ENTRIES PROVIDED |
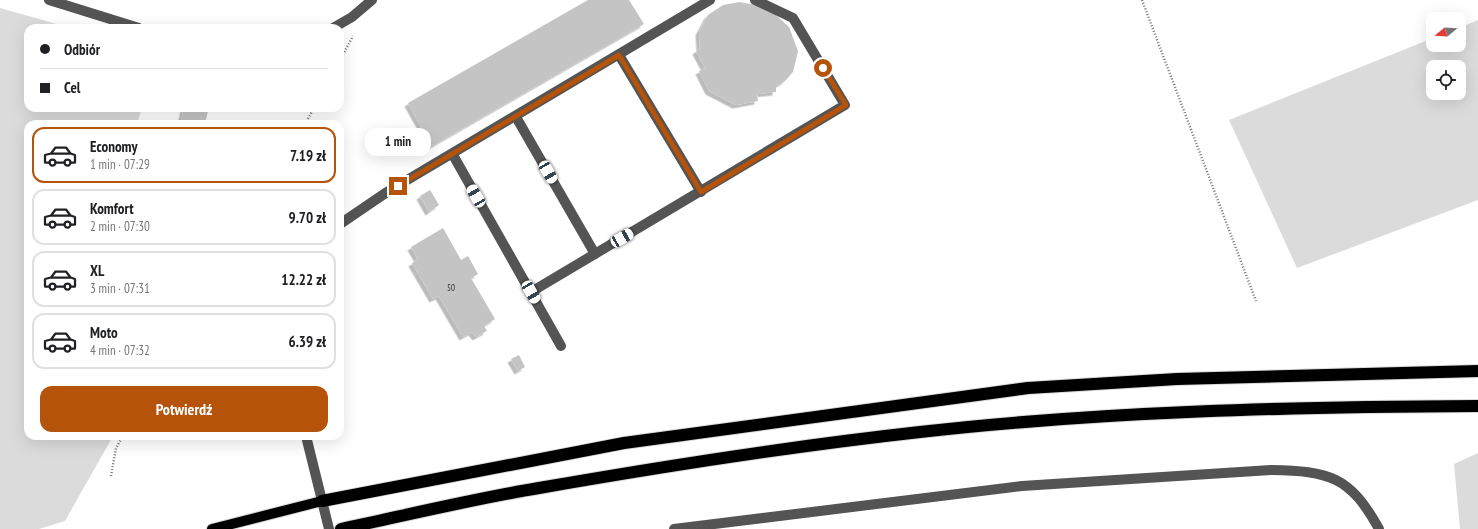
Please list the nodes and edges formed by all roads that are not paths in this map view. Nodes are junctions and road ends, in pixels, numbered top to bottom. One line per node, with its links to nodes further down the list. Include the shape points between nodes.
1 (49, 0): 5 (street)
2 (372, 0): 6 (street)
3 (710, 0): 7 (street)
4 (755, 0): 10 (street, via 793,18 846,105)
5 (126, 24)
6 (340, 24)
7 (619, 55): 8 (street); 10 (street)
8 (516, 117): 9 (street); 12 (street)
9 (453, 154): 11 (street, via 366,205); 13 (street)
10 (701, 192): 12 (street)
11 (344, 221)
12 (595, 254): 13 (street)
13 (531, 292): 14 (street)
14 (561, 346)
15 (1478, 371): 18 (highway, via 1178,380 1028,388 624,443)
16 (1478, 406): 21 (highway, via 1341,406 1187,411 920,432 537,488)
17 (307, 440): 18 (street)
18 (322, 501): 19 (main road); 20 (street)
19 (212, 529)
20 (329, 529)
21 (341, 529)
22 (674, 529): 23 (street, via 1022,486 1271,470 1307,471 1335,478 1353,491 1369,510)
23 (1379, 529)

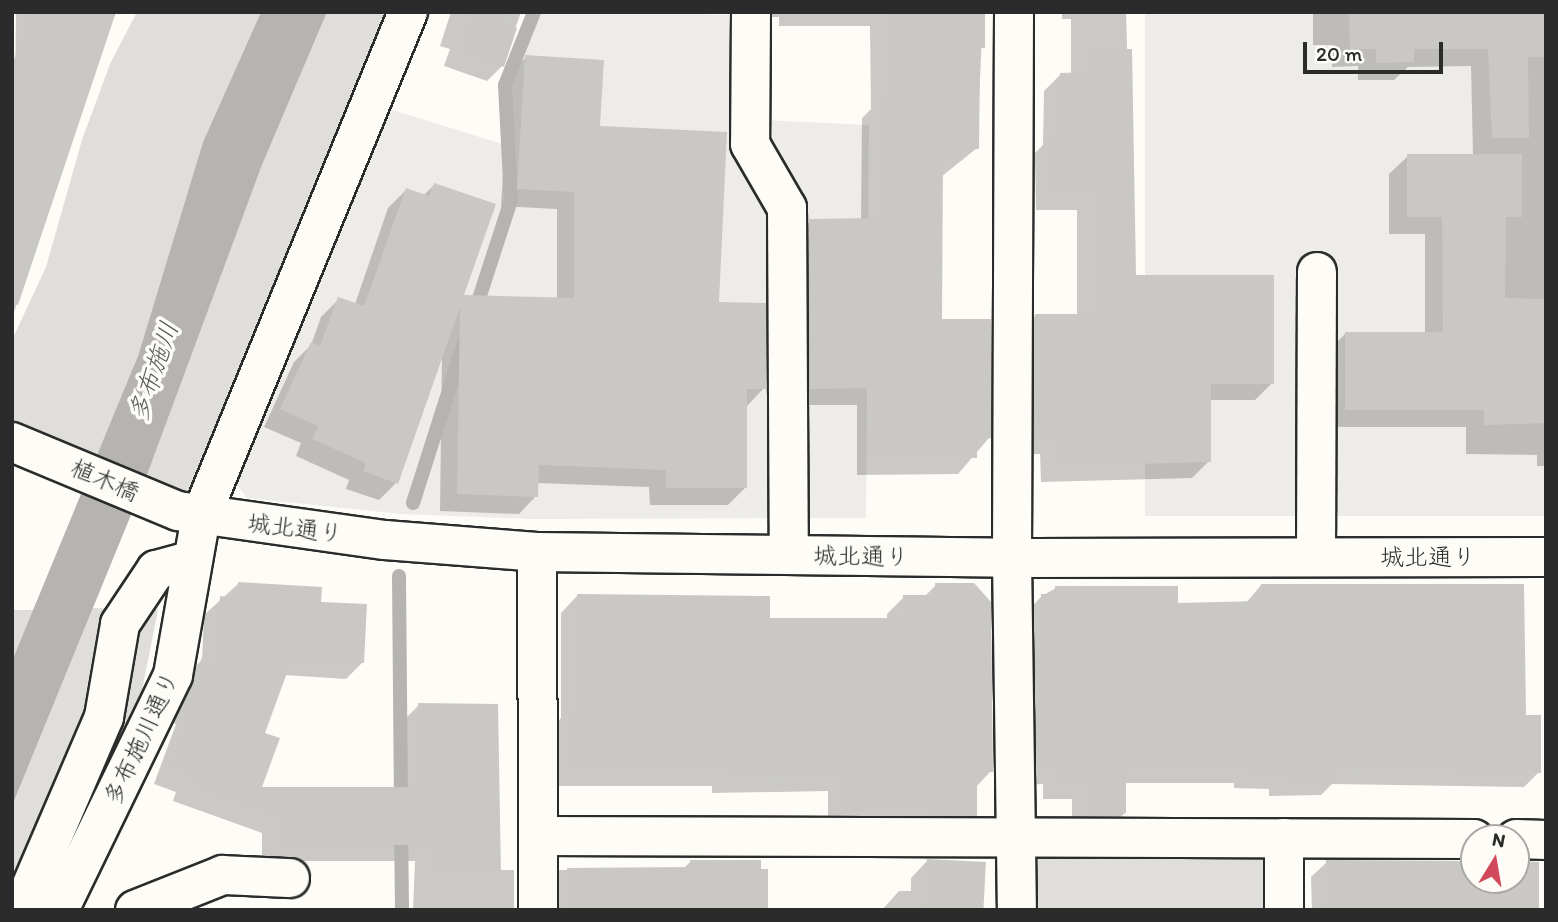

ASSIGNMENT | Output nothing but the entries above, exactly, once the pictures are removed.

WORKED SOLUTION |
Please list the nodes and edges formed by all roads that are not paths in this map view. Nodes are junctions and road ends, in pixels, numbered top to bottom. One line per node, with its links to nodes further down the list. Include the shape points between nodes.
1 (49, 0): 5 (street)
2 (372, 0): 6 (street)
3 (710, 0): 7 (street)
4 (755, 0): 10 (street, via 793,18 846,105)
5 (126, 24)
6 (340, 24)
7 (619, 55): 8 (street); 10 (street)
8 (516, 117): 9 (street); 12 (street)
9 (453, 154): 11 (street, via 366,205); 13 (street)
10 (701, 192): 12 (street)
11 (344, 221)
12 (595, 254): 13 (street)
13 (531, 292): 14 (street)
14 (561, 346)
15 (1478, 371): 18 (highway, via 1178,380 1028,388 624,443)
16 (1478, 406): 21 (highway, via 1341,406 1187,411 920,432 537,488)
17 (307, 440): 18 (street)
18 (322, 501): 19 (main road); 20 (street)
19 (212, 529)
20 (329, 529)
21 (341, 529)
22 (674, 529): 23 (street, via 1022,486 1271,470 1307,471 1335,478 1353,491 1369,510)
23 (1379, 529)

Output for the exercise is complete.